(Dataset entries)
□ □ □

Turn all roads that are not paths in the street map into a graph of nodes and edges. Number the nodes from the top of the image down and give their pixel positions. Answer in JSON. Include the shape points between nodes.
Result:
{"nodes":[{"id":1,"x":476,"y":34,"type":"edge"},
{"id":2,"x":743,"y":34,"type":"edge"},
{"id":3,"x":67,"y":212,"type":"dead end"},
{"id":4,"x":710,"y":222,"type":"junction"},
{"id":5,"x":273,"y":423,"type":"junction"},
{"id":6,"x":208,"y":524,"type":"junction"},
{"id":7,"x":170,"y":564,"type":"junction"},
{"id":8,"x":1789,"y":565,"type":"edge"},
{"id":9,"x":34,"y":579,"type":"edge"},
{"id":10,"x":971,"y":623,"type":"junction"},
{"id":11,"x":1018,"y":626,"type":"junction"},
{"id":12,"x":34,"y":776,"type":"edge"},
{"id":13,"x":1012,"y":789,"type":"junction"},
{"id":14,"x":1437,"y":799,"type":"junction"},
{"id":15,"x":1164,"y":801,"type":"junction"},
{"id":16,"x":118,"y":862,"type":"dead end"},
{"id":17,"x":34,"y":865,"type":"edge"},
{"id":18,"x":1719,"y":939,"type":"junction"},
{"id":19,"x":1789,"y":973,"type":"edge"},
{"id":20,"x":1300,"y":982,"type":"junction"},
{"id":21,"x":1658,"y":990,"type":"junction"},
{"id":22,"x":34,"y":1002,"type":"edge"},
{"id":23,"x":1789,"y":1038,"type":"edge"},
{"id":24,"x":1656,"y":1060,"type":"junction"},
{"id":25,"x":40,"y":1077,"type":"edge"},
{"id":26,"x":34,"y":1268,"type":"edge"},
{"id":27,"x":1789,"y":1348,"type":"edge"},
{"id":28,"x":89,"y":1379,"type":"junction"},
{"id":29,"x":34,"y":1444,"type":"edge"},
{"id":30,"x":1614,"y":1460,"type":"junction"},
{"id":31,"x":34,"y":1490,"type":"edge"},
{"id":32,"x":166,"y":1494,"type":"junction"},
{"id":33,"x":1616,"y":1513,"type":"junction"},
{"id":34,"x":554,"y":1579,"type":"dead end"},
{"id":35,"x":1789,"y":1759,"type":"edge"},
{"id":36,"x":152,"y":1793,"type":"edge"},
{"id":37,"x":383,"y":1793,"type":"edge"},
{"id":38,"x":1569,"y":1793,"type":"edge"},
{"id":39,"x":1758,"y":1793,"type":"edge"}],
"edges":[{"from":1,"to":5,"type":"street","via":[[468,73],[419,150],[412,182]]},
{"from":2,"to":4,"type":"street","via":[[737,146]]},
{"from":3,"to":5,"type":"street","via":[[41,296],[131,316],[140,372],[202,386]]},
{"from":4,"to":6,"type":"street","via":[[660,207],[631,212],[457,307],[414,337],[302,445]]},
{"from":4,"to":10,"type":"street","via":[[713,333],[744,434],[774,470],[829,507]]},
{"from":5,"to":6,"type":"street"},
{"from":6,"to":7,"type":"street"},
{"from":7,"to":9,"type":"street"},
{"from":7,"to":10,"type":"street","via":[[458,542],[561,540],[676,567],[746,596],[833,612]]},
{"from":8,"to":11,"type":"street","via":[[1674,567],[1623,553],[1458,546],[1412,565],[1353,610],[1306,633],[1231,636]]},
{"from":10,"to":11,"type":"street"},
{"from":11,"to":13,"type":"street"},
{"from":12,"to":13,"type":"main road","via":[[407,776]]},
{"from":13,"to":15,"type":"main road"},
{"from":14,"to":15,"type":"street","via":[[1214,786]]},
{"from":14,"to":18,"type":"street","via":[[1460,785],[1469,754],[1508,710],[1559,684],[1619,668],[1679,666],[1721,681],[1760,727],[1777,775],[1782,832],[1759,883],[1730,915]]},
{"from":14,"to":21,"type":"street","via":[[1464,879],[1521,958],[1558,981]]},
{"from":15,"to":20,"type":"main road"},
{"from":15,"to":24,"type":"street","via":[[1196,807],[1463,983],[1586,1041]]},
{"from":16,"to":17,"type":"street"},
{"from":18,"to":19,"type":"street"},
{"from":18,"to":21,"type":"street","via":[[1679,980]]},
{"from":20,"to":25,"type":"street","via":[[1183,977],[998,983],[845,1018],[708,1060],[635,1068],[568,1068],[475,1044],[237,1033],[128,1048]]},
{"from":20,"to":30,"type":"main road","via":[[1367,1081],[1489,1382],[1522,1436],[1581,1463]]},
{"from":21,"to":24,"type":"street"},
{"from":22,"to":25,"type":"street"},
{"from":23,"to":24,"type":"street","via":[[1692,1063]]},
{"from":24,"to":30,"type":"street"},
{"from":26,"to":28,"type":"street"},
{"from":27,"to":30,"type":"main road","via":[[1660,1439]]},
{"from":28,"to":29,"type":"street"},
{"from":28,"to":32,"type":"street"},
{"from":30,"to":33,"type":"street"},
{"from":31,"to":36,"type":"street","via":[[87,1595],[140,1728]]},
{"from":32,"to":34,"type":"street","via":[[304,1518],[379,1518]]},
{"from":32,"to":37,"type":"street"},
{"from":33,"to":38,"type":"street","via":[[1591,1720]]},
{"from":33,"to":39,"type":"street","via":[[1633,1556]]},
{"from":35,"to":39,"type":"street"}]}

□ □ □

> [Task instructions] Send back each record exactly, and include them all.

> [Written solution]
Turn all roads that are not paths in the street map into a graph of nodes and edges. Number the nodes from the top of the image down and give their pixel positions. Answer in JSON. Include the shape points between nodes.
Result:
{"nodes":[{"id":1,"x":476,"y":34,"type":"edge"},
{"id":2,"x":743,"y":34,"type":"edge"},
{"id":3,"x":67,"y":212,"type":"dead end"},
{"id":4,"x":710,"y":222,"type":"junction"},
{"id":5,"x":273,"y":423,"type":"junction"},
{"id":6,"x":208,"y":524,"type":"junction"},
{"id":7,"x":170,"y":564,"type":"junction"},
{"id":8,"x":1789,"y":565,"type":"edge"},
{"id":9,"x":34,"y":579,"type":"edge"},
{"id":10,"x":971,"y":623,"type":"junction"},
{"id":11,"x":1018,"y":626,"type":"junction"},
{"id":12,"x":34,"y":776,"type":"edge"},
{"id":13,"x":1012,"y":789,"type":"junction"},
{"id":14,"x":1437,"y":799,"type":"junction"},
{"id":15,"x":1164,"y":801,"type":"junction"},
{"id":16,"x":118,"y":862,"type":"dead end"},
{"id":17,"x":34,"y":865,"type":"edge"},
{"id":18,"x":1719,"y":939,"type":"junction"},
{"id":19,"x":1789,"y":973,"type":"edge"},
{"id":20,"x":1300,"y":982,"type":"junction"},
{"id":21,"x":1658,"y":990,"type":"junction"},
{"id":22,"x":34,"y":1002,"type":"edge"},
{"id":23,"x":1789,"y":1038,"type":"edge"},
{"id":24,"x":1656,"y":1060,"type":"junction"},
{"id":25,"x":40,"y":1077,"type":"edge"},
{"id":26,"x":34,"y":1268,"type":"edge"},
{"id":27,"x":1789,"y":1348,"type":"edge"},
{"id":28,"x":89,"y":1379,"type":"junction"},
{"id":29,"x":34,"y":1444,"type":"edge"},
{"id":30,"x":1614,"y":1460,"type":"junction"},
{"id":31,"x":34,"y":1490,"type":"edge"},
{"id":32,"x":166,"y":1494,"type":"junction"},
{"id":33,"x":1616,"y":1513,"type":"junction"},
{"id":34,"x":554,"y":1579,"type":"dead end"},
{"id":35,"x":1789,"y":1759,"type":"edge"},
{"id":36,"x":152,"y":1793,"type":"edge"},
{"id":37,"x":383,"y":1793,"type":"edge"},
{"id":38,"x":1569,"y":1793,"type":"edge"},
{"id":39,"x":1758,"y":1793,"type":"edge"}],
"edges":[{"from":1,"to":5,"type":"street","via":[[468,73],[419,150],[412,182]]},
{"from":2,"to":4,"type":"street","via":[[737,146]]},
{"from":3,"to":5,"type":"street","via":[[41,296],[131,316],[140,372],[202,386]]},
{"from":4,"to":6,"type":"street","via":[[660,207],[631,212],[457,307],[414,337],[302,445]]},
{"from":4,"to":10,"type":"street","via":[[713,333],[744,434],[774,470],[829,507]]},
{"from":5,"to":6,"type":"street"},
{"from":6,"to":7,"type":"street"},
{"from":7,"to":9,"type":"street"},
{"from":7,"to":10,"type":"street","via":[[458,542],[561,540],[676,567],[746,596],[833,612]]},
{"from":8,"to":11,"type":"street","via":[[1674,567],[1623,553],[1458,546],[1412,565],[1353,610],[1306,633],[1231,636]]},
{"from":10,"to":11,"type":"street"},
{"from":11,"to":13,"type":"street"},
{"from":12,"to":13,"type":"main road","via":[[407,776]]},
{"from":13,"to":15,"type":"main road"},
{"from":14,"to":15,"type":"street","via":[[1214,786]]},
{"from":14,"to":18,"type":"street","via":[[1460,785],[1469,754],[1508,710],[1559,684],[1619,668],[1679,666],[1721,681],[1760,727],[1777,775],[1782,832],[1759,883],[1730,915]]},
{"from":14,"to":21,"type":"street","via":[[1464,879],[1521,958],[1558,981]]},
{"from":15,"to":20,"type":"main road"},
{"from":15,"to":24,"type":"street","via":[[1196,807],[1463,983],[1586,1041]]},
{"from":16,"to":17,"type":"street"},
{"from":18,"to":19,"type":"street"},
{"from":18,"to":21,"type":"street","via":[[1679,980]]},
{"from":20,"to":25,"type":"street","via":[[1183,977],[998,983],[845,1018],[708,1060],[635,1068],[568,1068],[475,1044],[237,1033],[128,1048]]},
{"from":20,"to":30,"type":"main road","via":[[1367,1081],[1489,1382],[1522,1436],[1581,1463]]},
{"from":21,"to":24,"type":"street"},
{"from":22,"to":25,"type":"street"},
{"from":23,"to":24,"type":"street","via":[[1692,1063]]},
{"from":24,"to":30,"type":"street"},
{"from":26,"to":28,"type":"street"},
{"from":27,"to":30,"type":"main road","via":[[1660,1439]]},
{"from":28,"to":29,"type":"street"},
{"from":28,"to":32,"type":"street"},
{"from":30,"to":33,"type":"street"},
{"from":31,"to":36,"type":"street","via":[[87,1595],[140,1728]]},
{"from":32,"to":34,"type":"street","via":[[304,1518],[379,1518]]},
{"from":32,"to":37,"type":"street"},
{"from":33,"to":38,"type":"street","via":[[1591,1720]]},
{"from":33,"to":39,"type":"street","via":[[1633,1556]]},
{"from":35,"to":39,"type":"street"}]}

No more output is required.